»»
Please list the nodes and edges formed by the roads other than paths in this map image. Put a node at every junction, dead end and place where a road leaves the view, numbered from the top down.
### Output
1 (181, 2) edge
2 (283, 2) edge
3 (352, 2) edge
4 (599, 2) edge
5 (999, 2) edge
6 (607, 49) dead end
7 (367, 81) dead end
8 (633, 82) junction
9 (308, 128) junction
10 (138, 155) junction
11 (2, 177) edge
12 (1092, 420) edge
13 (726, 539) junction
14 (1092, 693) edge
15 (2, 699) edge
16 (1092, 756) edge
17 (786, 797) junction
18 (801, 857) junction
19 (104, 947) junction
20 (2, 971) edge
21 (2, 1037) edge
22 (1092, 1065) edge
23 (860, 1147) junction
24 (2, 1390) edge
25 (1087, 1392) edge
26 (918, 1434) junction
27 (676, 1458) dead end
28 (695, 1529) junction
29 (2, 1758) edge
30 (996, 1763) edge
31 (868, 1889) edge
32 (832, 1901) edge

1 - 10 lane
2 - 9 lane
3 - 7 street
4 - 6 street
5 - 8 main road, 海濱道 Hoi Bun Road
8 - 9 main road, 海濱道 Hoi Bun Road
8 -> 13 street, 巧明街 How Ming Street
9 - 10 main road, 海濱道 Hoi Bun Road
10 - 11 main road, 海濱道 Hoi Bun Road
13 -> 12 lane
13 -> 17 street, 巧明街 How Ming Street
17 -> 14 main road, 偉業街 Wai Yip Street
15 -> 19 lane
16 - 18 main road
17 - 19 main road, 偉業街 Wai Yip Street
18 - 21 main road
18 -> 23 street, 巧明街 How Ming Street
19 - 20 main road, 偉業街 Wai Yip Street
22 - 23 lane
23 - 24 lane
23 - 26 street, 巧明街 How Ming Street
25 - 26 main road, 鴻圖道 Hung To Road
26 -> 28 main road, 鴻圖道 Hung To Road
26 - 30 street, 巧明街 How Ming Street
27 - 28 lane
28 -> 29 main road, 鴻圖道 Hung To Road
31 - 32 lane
««
**Exercise instructions**
Your task is to repeat the entries exactly.

**Exercise solution**
Please list the nodes and edges formed by the roads other than paths in this map image. Put a node at every junction, dead end and place where a road leaves the view, numbered from the top down.
### Output
1 (181, 2) edge
2 (283, 2) edge
3 (352, 2) edge
4 (599, 2) edge
5 (999, 2) edge
6 (607, 49) dead end
7 (367, 81) dead end
8 (633, 82) junction
9 (308, 128) junction
10 (138, 155) junction
11 (2, 177) edge
12 (1092, 420) edge
13 (726, 539) junction
14 (1092, 693) edge
15 (2, 699) edge
16 (1092, 756) edge
17 (786, 797) junction
18 (801, 857) junction
19 (104, 947) junction
20 (2, 971) edge
21 (2, 1037) edge
22 (1092, 1065) edge
23 (860, 1147) junction
24 (2, 1390) edge
25 (1087, 1392) edge
26 (918, 1434) junction
27 (676, 1458) dead end
28 (695, 1529) junction
29 (2, 1758) edge
30 (996, 1763) edge
31 (868, 1889) edge
32 (832, 1901) edge

1 - 10 lane
2 - 9 lane
3 - 7 street
4 - 6 street
5 - 8 main road, 海濱道 Hoi Bun Road
8 - 9 main road, 海濱道 Hoi Bun Road
8 -> 13 street, 巧明街 How Ming Street
9 - 10 main road, 海濱道 Hoi Bun Road
10 - 11 main road, 海濱道 Hoi Bun Road
13 -> 12 lane
13 -> 17 street, 巧明街 How Ming Street
17 -> 14 main road, 偉業街 Wai Yip Street
15 -> 19 lane
16 - 18 main road
17 - 19 main road, 偉業街 Wai Yip Street
18 - 21 main road
18 -> 23 street, 巧明街 How Ming Street
19 - 20 main road, 偉業街 Wai Yip Street
22 - 23 lane
23 - 24 lane
23 - 26 street, 巧明街 How Ming Street
25 - 26 main road, 鴻圖道 Hung To Road
26 -> 28 main road, 鴻圖道 Hung To Road
26 - 30 street, 巧明街 How Ming Street
27 - 28 lane
28 -> 29 main road, 鴻圖道 Hung To Road
31 - 32 lane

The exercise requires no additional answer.